Discovery of diverse thyroid hormone receptor antagonists by high-throughput docking

Abstract

Treatment of hyperthyroidism, a common clinical condition that can have serious manifestations in the elderly, has remained essentially unchanged for >30 years. Directly antagonizing the effect of the thyroid hormone at the receptor level may be a significant improvement for the treatment of hyperthyroid patients. We built a computer model of the thyroid hormone receptor (TR) ligand-binding domain in its predicted antagonist-bound conformation and used a virtual screening algorithm to select 100 TR antagonist candidates out of a library of >250,000 compounds. We were able to obtain 75 of the compounds selected in silico and studied their ability to act as antagonists by using cultured cells that express TR. Fourteen of these compounds were found to antagonize the effect of T3 on TR with IC50s ranging from 1.5 to 30 microM. A small virtual library of compounds, derived from the highest affinity antagonist (1-850) that could be rapidly synthesized, was generated. A second round of virtual screening identified new compounds with predicted increased antagonist activity. These second generation compounds were synthesized, and their ability to act as TR antagonists was confirmed by transfection and receptor binding experiments. The extreme structural diversity of the antagonist compounds shows how receptor-based virtual screening can identify diverse chemistries that comply with the structural rules of TR antagonism.

Fig. 3.

Chemical synthesis of 1-850 derivatives was conducted by preparing a nonvariable core structure and rapidly linking commercially available polysubstituted phenylisocyanate building blocks in a simple step of parallel synthesis (see Materials and Methods for details).

Fig. 1.

Inhibition of [¹²⁵I]T3 binding to TRs by 1-850 in intact cells. The GH4C1 pituitary cell line, which contains endogenous TRs (TRα, TRβ1, and TRβ2), was incubated with 0.1 nM [¹²⁵I]T3 alone and with the indicated concentrations of unlabeled T3 and 1-850 as described in Materials and Methods. After incubation for 60 min at 37°C, the cells were chilled and washed, and the nuclei were isolated as described in Materials and Methods. The results indicate the inhibition of binding of [¹²⁵I]T3 by T3 and 1-850.

Fig. 2.

Predicted conformation of 1-850 (gold) bound to the TRβ ligand-binding pocket. (Upper) A hydrogen bond between His-435 and a carbonyl oxygen of 1-850 and possibly between Arg-282 and a nitro oxygen of 1-850 constitute the only polar interactions.
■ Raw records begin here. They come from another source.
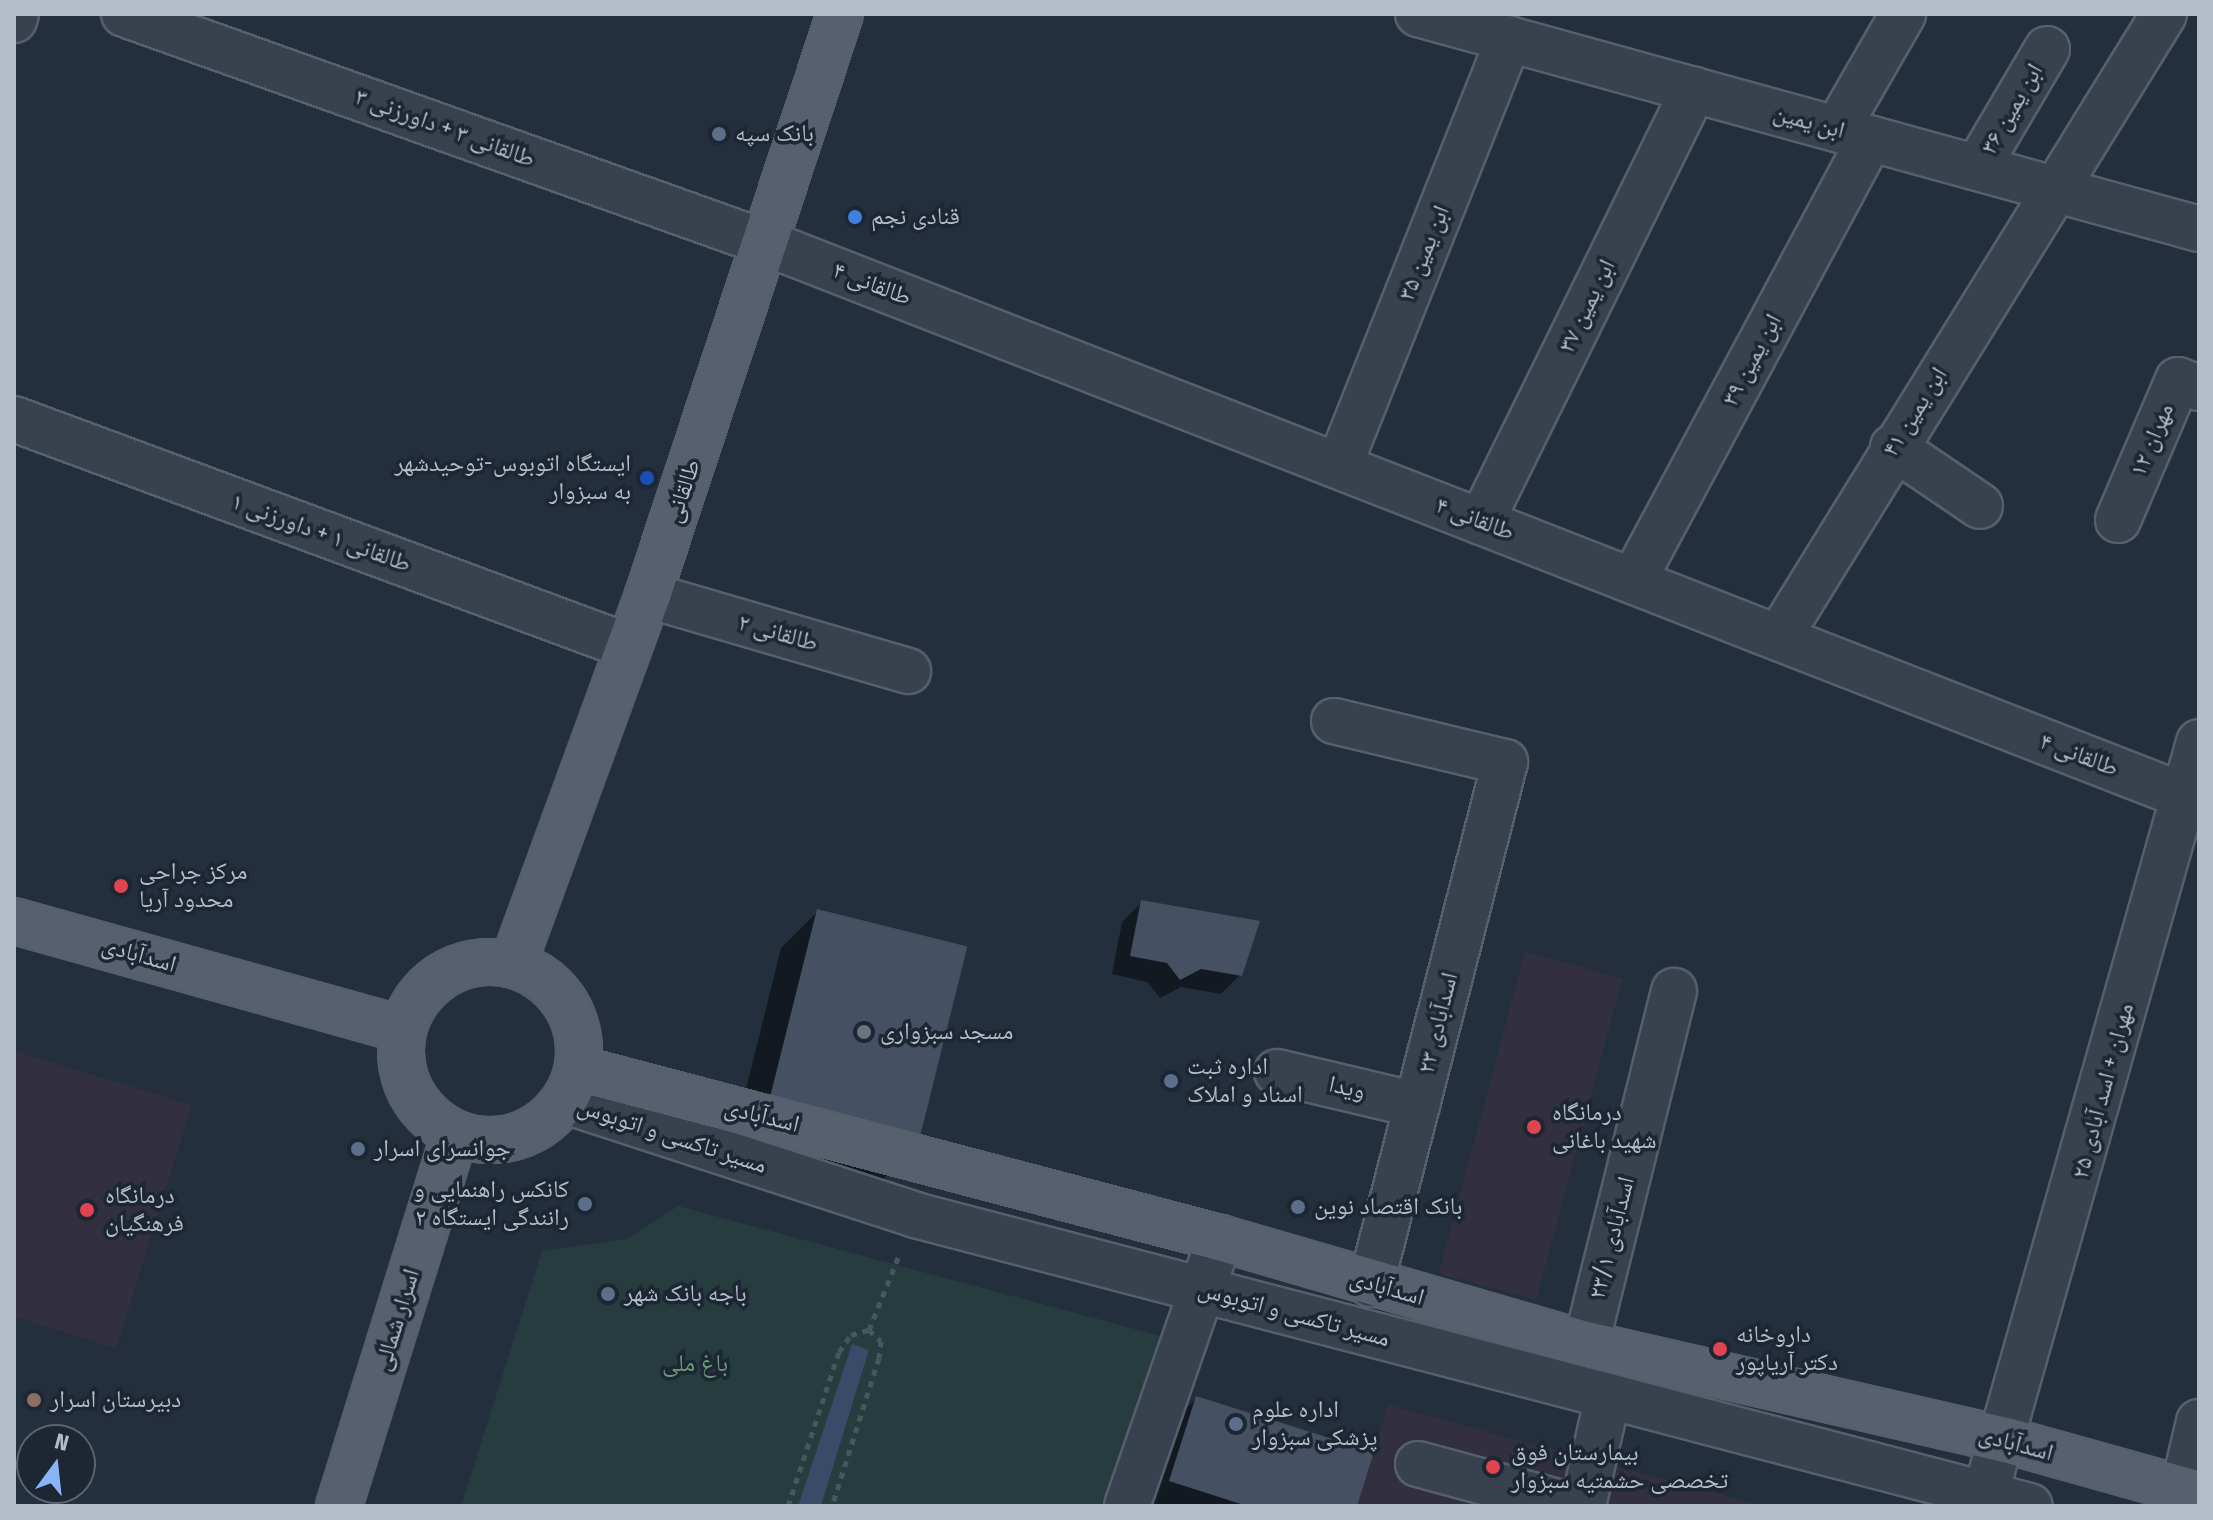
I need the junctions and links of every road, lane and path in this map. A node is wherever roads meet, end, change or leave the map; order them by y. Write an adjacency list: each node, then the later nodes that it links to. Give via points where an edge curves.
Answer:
1 (124, 14): 13 (street, طالقانی ۳ + داورزنی ۳)
2 (840, 14): 13 (main road, طالقانی)
3 (1903, 14): 9 (street, ابن یمین ۳۹)
4 (2164, 14): 11 (street, ابن یمین ۴۱)
5 (1437, 16): 6 (street, ابن یمین)
6 (1509, 39): 8 (street, ابن یمین); 17 (street, ابن یمین ۳۵)
7 (2047, 49): 10 (street, ابن یمین ۳۶)
8 (1694, 90): 9 (street, ابن یمین); 20 (street, ابن یمین ۳۷)
9 (1854, 134): 10 (street, ابن یمین); 21 (street, ابن یمین ۳۹)
10 (1977, 168): 11 (street, ابن یمین)
11 (2054, 189): 12 (street, ابن یمین); 16 (street, ابن یمین ۴۱)
12 (2199, 229)
13 (766, 243): 17 (street, طالقانی ۴); 22 (main road, طالقانی)
14 (2199, 388): 19 (street, مهران ۱۲, via 2178,380)
15 (14, 419): 24 (street, طالقانی ۱ + داورزنی ۱)
16 (1893, 447): 18 (street); 23 (street, ابن یمین ۴۱)
17 (1339, 466): 20 (street, طالقانی ۴)
18 (1980, 506)
19 (2118, 520)
20 (1481, 522): 21 (street, طالقانی ۴)
21 (1633, 581): 23 (street, طالقانی ۴)
22 (648, 595): 24 (main road, طالقانی); 25 (street, طالقانی ۲)
23 (1779, 637): 28 (street, طالقانی ۴)
24 (627, 646): 30 (main road, طالقانی)
25 (908, 671)
26 (1334, 721): 35 (street, اسدآبادی ۲۳, via 1505,762)
27 (2199, 742): 28 (street, مهران + اسد آبادی ۲۵)
28 (2184, 796): 43 (street, مهران + اسد آبادی ۲۵)
29 (14, 921): 32 (main road, اسدآبادی)
30 (513, 964): 32 (main road, via 477,962 444,974 418,997); 34 (main road, via 544,979 567,1004 579,1035)
31 (1674, 991): 40 (street, اسدآبادی ۲۳/۱)
32 (402, 1029): 36 (main road, via 409,1091)
33 (1277, 1072): 35 (street, ویدا)
34 (572, 1085): 36 (main road, via 517,1137); 37 (main road, اسدآبادی); 39 (street, مسیر تاکسی و اتوبوس, via 915,1215)
35 (1417, 1105): 38 (street, اسدآبادی ۲۳)
36 (455, 1134): 47 (main road, اسرار شمالی)
37 (1220, 1238): 38 (main road, اسدآبادی); 39 (street)
38 (1371, 1284): 40 (main road, اسدآبادی)
39 (1203, 1290): 41 (street, مسیر تاکسی و اتوبوس); 50 (street)
40 (1586, 1344): 43 (main road, اسدآبادی)
41 (1608, 1396): 46 (street, مسیر تاکسی و اتوبوس); 52 (street)
42 (2199, 1422): 45 (street)
43 (2006, 1440): 45 (main road, اسدآبادی); 46 (street, مهران + اسد آبادی ۲۵)
44 (1418, 1464): 51 (street)
45 (2191, 1492)
46 (1984, 1500): 53 (street, مسیر تاکسی و اتوبوس)
47 (339, 1506)
48 (788, 1506): 49 (path, via 839,1352 851,1335 869,1330 881,1341 879,1358)
49 (832, 1506)
50 (1127, 1506)
51 (1573, 1506)
52 (1583, 1506)
53 (2030, 1506)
All other contacts are hydrophobic (not shown for clarity). (Lower)1-850 superimposes with the crystal structure of T3 (green), bound to active TR and clashes with the active conformation of helix H12 (cyan). Color code is red for oxygen, blue for nitrogen, and magenta for fluoride/iodide in 1-850/T3, respectively.

Fig. 4.

Comparison of the antagonist activity of 1-850 and two compounds (D1 and D4) identified through a VLS of derivatives of 1-850.

Fig. 5.

Inhibition of T3-mediated coactivator recruitment to TR by D1, D4, and 1-850 in vitro. Approximately 2.5–5 × 10⁴ cpm of ³⁵S-labeled TRα (20 fmol) in 2 μl of lysate was incubated with 500 ng of GST fused to the receptor-interaction region of the coactivator NRC (NRC15) immobilized on glutathione-agarose beads. The samples were also incubated for 15 min at room temperature with 2 μM D1 or D4 or 5 μM 1-850 in binding buffer as indicated in Materials and Methods. The samples were then chilled on ice and incubated with 1 nM T3 for an additional 60 min at 4°C. Control samples contained no T3 or antagonists or received only T3. The beads were washed and the bound [³⁵S]TRα was electrophoresed in a an SDS/10% polyacrylamide gel followed by analysis and quantitation of the amount of [³⁵S]TRα bound by using a Molecular Dynamics PhosphorImager and imagequant software. The percent inhibition of T3-mediated binding of [³⁵S]TRα to GST-NRC15 by 1-850, D1, and D4 was determined after subtracting the amount of [³⁵S]TRα bound to GST-NRC15 in the absence of T3.